5.4 Of het handelen van verweerder valt te kwalificeren als een strafbaar feit zoals valsheid in geschrifte is voor de beoordeling door het College in deze tuchtrechtelijke procedure niet relevant.

5.5 Het College acht een waarschuwing als maatregel passend, omdat het erom gaat de aandacht van verweerder te vestigen op de onjuistheid van zijn handelen bij het opstellen van zijn rapport. Het College heeft een zwaardere maatregel wel overwogen, maar niet nodig gevonden, omdat verweerder zelf inziet dat zijn werkwijze in deze onjuist was en zelf een maatregel heeft getroffen om een dergelijke fout in de toekomst te vermijden.

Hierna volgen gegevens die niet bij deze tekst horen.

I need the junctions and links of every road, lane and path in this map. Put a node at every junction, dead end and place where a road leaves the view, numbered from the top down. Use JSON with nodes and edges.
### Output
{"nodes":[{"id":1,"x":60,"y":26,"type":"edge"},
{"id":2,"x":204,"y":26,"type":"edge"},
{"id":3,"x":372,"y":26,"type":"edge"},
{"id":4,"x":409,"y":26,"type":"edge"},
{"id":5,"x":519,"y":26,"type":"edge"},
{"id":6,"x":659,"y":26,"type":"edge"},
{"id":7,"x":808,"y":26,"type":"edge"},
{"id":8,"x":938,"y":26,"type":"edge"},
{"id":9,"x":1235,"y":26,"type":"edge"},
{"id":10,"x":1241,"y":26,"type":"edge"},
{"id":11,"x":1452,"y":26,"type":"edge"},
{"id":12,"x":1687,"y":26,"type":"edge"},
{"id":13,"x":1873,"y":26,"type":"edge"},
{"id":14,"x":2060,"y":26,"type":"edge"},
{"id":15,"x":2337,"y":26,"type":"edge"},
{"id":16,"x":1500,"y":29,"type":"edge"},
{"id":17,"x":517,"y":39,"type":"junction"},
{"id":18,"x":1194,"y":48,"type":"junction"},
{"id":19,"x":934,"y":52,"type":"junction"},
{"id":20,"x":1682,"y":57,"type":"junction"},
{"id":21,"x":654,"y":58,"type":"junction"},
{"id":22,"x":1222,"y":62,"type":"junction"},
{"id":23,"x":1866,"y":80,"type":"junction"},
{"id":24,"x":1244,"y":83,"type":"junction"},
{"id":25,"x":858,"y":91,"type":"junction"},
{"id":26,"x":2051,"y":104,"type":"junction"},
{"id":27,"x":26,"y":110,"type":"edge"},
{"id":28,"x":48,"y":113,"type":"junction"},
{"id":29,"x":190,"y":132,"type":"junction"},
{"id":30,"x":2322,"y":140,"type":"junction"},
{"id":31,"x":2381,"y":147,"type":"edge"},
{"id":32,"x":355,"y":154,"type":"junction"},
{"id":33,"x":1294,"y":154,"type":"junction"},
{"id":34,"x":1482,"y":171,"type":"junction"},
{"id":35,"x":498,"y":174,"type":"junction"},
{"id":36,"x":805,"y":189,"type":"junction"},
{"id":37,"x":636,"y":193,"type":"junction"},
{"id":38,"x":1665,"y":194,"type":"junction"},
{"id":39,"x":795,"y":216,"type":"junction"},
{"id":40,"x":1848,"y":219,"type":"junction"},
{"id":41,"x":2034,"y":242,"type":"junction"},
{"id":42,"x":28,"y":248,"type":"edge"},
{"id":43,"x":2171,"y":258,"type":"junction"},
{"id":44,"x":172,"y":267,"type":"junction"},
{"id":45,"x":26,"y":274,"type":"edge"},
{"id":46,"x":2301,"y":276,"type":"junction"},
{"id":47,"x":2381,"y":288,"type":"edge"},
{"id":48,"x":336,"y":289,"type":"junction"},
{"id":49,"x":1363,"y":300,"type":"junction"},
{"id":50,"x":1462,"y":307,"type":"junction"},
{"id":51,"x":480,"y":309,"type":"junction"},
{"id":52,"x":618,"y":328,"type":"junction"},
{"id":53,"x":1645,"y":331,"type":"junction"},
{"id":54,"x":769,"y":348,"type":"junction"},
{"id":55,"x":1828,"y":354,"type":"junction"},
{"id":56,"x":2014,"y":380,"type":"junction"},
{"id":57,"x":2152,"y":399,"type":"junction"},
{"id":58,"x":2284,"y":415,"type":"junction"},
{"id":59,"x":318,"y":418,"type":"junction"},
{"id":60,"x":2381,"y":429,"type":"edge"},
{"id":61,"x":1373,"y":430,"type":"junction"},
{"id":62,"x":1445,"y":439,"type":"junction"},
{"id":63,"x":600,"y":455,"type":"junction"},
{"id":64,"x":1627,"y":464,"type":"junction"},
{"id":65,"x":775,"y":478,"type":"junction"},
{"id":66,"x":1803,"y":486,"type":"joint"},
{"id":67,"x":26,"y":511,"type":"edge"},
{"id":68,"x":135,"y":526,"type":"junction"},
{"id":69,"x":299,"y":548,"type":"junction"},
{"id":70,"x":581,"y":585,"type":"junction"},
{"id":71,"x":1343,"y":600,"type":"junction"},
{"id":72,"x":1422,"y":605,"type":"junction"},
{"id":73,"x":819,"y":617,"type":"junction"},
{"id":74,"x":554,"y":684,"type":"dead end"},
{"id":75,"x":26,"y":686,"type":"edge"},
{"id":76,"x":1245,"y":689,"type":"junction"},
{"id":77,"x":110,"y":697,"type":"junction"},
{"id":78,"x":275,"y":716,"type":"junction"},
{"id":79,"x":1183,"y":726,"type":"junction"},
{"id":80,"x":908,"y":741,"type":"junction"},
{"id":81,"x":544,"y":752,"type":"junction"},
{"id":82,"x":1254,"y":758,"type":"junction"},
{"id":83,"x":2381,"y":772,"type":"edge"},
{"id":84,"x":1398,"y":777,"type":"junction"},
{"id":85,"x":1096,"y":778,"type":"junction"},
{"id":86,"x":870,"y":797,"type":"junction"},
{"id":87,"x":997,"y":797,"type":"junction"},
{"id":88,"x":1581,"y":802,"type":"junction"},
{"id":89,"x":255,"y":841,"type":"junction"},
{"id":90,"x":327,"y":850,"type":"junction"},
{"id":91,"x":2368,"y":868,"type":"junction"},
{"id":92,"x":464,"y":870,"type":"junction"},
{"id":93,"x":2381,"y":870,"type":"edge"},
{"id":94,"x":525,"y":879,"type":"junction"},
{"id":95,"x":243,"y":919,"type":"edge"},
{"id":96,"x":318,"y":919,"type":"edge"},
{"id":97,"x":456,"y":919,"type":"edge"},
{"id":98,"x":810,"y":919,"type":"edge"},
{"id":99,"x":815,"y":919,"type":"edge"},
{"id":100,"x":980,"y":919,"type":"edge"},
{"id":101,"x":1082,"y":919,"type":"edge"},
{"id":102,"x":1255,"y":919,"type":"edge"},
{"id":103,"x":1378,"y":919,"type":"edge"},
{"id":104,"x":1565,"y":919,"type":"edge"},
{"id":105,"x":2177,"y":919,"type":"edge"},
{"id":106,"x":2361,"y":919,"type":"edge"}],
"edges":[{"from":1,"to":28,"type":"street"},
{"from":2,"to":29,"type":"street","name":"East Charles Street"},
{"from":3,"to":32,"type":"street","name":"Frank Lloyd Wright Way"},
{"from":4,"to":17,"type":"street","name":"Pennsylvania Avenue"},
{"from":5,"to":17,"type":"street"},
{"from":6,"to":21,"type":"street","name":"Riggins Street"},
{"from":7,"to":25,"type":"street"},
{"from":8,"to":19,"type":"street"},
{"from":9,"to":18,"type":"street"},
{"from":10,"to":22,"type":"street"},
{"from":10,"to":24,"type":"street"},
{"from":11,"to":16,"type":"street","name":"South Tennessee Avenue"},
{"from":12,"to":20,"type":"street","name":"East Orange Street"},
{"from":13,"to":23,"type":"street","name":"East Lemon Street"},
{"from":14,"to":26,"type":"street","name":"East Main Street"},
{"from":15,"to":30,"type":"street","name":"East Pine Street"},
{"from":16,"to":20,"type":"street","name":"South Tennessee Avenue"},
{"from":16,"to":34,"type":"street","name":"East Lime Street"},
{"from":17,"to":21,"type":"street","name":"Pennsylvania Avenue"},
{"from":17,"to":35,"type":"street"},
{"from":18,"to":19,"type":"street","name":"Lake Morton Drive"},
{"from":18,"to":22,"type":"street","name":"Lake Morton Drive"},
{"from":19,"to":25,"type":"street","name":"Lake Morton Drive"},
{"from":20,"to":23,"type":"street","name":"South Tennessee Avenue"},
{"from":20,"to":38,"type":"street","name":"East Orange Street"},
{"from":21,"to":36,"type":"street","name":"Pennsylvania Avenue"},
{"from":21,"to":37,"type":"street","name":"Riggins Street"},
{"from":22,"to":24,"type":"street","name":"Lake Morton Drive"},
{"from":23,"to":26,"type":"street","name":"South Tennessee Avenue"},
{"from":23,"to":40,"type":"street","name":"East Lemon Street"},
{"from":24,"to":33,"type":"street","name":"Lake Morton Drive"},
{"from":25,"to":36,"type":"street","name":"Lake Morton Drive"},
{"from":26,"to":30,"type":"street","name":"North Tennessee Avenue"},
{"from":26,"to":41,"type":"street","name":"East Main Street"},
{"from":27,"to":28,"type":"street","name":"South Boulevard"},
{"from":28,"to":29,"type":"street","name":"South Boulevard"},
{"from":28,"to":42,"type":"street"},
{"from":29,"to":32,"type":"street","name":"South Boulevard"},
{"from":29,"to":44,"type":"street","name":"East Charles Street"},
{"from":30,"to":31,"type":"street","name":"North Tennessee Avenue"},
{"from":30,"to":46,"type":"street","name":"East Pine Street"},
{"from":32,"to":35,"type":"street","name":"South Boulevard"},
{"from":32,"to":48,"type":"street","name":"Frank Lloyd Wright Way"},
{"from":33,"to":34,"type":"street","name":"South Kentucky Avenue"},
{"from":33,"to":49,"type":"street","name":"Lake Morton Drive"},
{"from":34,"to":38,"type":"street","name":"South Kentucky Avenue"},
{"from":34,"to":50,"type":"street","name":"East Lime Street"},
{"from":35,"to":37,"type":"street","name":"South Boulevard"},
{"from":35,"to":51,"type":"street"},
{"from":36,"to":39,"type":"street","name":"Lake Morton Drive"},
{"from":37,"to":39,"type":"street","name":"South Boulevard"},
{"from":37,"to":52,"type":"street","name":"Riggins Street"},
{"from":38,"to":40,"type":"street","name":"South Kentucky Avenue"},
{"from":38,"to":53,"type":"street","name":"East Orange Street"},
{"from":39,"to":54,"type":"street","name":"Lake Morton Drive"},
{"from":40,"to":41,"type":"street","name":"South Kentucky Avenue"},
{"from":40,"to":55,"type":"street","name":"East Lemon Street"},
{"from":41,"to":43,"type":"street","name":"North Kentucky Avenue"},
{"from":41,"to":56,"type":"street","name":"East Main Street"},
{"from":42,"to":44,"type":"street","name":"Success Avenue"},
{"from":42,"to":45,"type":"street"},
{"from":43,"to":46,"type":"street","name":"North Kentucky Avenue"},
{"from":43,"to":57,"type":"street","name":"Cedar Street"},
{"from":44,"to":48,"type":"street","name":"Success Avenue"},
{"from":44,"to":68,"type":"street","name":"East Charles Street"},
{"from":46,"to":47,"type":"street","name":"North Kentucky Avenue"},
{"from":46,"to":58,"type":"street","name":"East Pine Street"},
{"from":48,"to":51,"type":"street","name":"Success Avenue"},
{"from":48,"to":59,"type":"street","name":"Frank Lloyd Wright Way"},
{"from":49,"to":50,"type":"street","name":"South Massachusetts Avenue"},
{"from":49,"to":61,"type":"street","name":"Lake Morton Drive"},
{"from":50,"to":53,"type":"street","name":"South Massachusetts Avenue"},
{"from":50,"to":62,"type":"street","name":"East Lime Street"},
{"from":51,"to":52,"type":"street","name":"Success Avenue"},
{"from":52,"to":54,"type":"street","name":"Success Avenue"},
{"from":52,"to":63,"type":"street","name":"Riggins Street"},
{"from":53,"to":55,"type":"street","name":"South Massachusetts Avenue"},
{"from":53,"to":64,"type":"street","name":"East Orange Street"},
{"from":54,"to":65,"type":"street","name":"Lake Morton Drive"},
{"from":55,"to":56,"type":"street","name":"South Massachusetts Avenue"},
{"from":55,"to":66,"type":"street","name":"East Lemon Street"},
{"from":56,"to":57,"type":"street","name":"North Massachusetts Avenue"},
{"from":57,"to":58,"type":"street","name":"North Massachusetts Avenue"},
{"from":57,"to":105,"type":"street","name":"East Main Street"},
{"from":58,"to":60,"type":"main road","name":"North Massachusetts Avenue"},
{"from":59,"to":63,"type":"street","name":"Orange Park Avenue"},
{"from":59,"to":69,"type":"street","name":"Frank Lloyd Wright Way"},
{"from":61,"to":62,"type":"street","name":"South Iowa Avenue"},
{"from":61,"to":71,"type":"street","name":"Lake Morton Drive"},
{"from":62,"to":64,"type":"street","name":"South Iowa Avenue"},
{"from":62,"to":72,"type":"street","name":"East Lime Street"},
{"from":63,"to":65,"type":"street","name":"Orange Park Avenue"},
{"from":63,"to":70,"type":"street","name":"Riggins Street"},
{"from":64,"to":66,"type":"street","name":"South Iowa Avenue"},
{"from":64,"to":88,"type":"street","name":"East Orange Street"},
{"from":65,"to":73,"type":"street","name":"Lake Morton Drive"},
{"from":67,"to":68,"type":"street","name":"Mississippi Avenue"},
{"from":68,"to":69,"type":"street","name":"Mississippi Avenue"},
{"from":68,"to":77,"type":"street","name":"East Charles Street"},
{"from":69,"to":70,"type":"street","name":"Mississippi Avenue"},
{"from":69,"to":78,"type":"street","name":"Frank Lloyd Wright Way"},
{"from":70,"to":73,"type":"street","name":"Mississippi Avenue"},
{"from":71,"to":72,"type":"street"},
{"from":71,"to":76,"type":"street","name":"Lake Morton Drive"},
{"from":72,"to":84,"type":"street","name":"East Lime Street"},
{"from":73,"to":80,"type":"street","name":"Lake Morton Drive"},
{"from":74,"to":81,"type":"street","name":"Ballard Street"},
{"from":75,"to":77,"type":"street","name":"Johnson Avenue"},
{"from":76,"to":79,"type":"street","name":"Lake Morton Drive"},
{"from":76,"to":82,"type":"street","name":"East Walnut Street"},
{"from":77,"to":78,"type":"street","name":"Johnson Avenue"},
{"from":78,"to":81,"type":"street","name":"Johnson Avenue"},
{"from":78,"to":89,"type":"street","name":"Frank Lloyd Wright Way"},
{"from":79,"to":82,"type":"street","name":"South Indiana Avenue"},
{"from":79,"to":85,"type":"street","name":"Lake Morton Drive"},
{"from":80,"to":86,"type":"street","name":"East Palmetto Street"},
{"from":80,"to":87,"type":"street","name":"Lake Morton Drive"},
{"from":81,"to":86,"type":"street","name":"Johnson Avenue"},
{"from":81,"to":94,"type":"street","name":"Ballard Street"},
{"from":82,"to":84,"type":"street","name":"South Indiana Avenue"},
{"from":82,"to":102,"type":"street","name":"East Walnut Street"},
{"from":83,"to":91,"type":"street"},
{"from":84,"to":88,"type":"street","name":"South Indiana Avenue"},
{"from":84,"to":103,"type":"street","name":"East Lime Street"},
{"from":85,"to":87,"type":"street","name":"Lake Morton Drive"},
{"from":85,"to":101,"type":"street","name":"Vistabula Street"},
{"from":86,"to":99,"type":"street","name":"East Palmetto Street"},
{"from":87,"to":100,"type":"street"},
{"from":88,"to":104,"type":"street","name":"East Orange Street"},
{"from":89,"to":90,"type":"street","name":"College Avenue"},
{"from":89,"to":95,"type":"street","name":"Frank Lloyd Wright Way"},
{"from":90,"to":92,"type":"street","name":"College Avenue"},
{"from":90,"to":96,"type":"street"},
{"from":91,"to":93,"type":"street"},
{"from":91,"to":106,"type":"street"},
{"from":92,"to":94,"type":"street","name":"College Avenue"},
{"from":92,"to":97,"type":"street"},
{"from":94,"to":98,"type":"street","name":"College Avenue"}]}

5.6 Om redenen aan het algemeen belang ontleend zal deze beslissing, zodra zij onherroepelijk is, op de voet van artikel 71 van de Wet BIG bekend worden gemaakt op hierna te vermelden wijze.

6. De beslissing

Het Regionaal Tuchtcollege voor de Gezondheidszorg te Den Haag beslist als volgt:

wijst klachtonderdeel a. af;

verklaart klachtonderdeel b. gegrond;

legt op: de maatregel van waarschuwing;

bepaalt dat deze beslissing, zodra zij onherroepelijk is, in de Nederlandse Staatscourant zal worden bekendgemaakt en aan het Tijdschrift voor Bedrijfs- en Verzekeringsgeneeskunde (TBV) ter bekendmaking zal worden aangeboden.

Deze beslissing is gegeven door mr. L.J. Sarlemijn, voorzitter, mr.dr. R.P. Wijne, lid-jurist, M. Bakker, C.A.W.M. Hertog en P.A.M. Beker, leden-artsen, bijgestaan door mr. I.C.M. Spitters-Vermeulen, secretaris, en uitgesproken in het openbaar op 12 januari 2016.

voorzitter secretaris

Tegen deze beslissing kan binnen zes weken na de dag van verzending van het afschrift ervan schriftelijk hoger beroep worden ingesteld bij het Centrale Tuchtcollege voor de Gezondheidszorg door:

a. de klager en/of klaagster, voor zover de klacht is afgewezen, of voor zover hij/zij niet-ontvankelijk is verklaard;

b. degene over wie is geklaagd;

c. de hoofdinspecteur of de regionale inspecteur van het Staatstoezicht op de volksgezondheid, wie de aangelegenheid uit hoofde van de hem toevertrouwde belangen aangaat.

Het tot het Centrale Tuchtcollege voor de Gezondheidszorg gerichte beroepschrift wordt ingezonden bij de secretaris van het Regionaal Tuchtcollege voor de Gezondheidszorg te

Den Haag, door wie het binnen de beroepstermijn moet zijn ontvangen.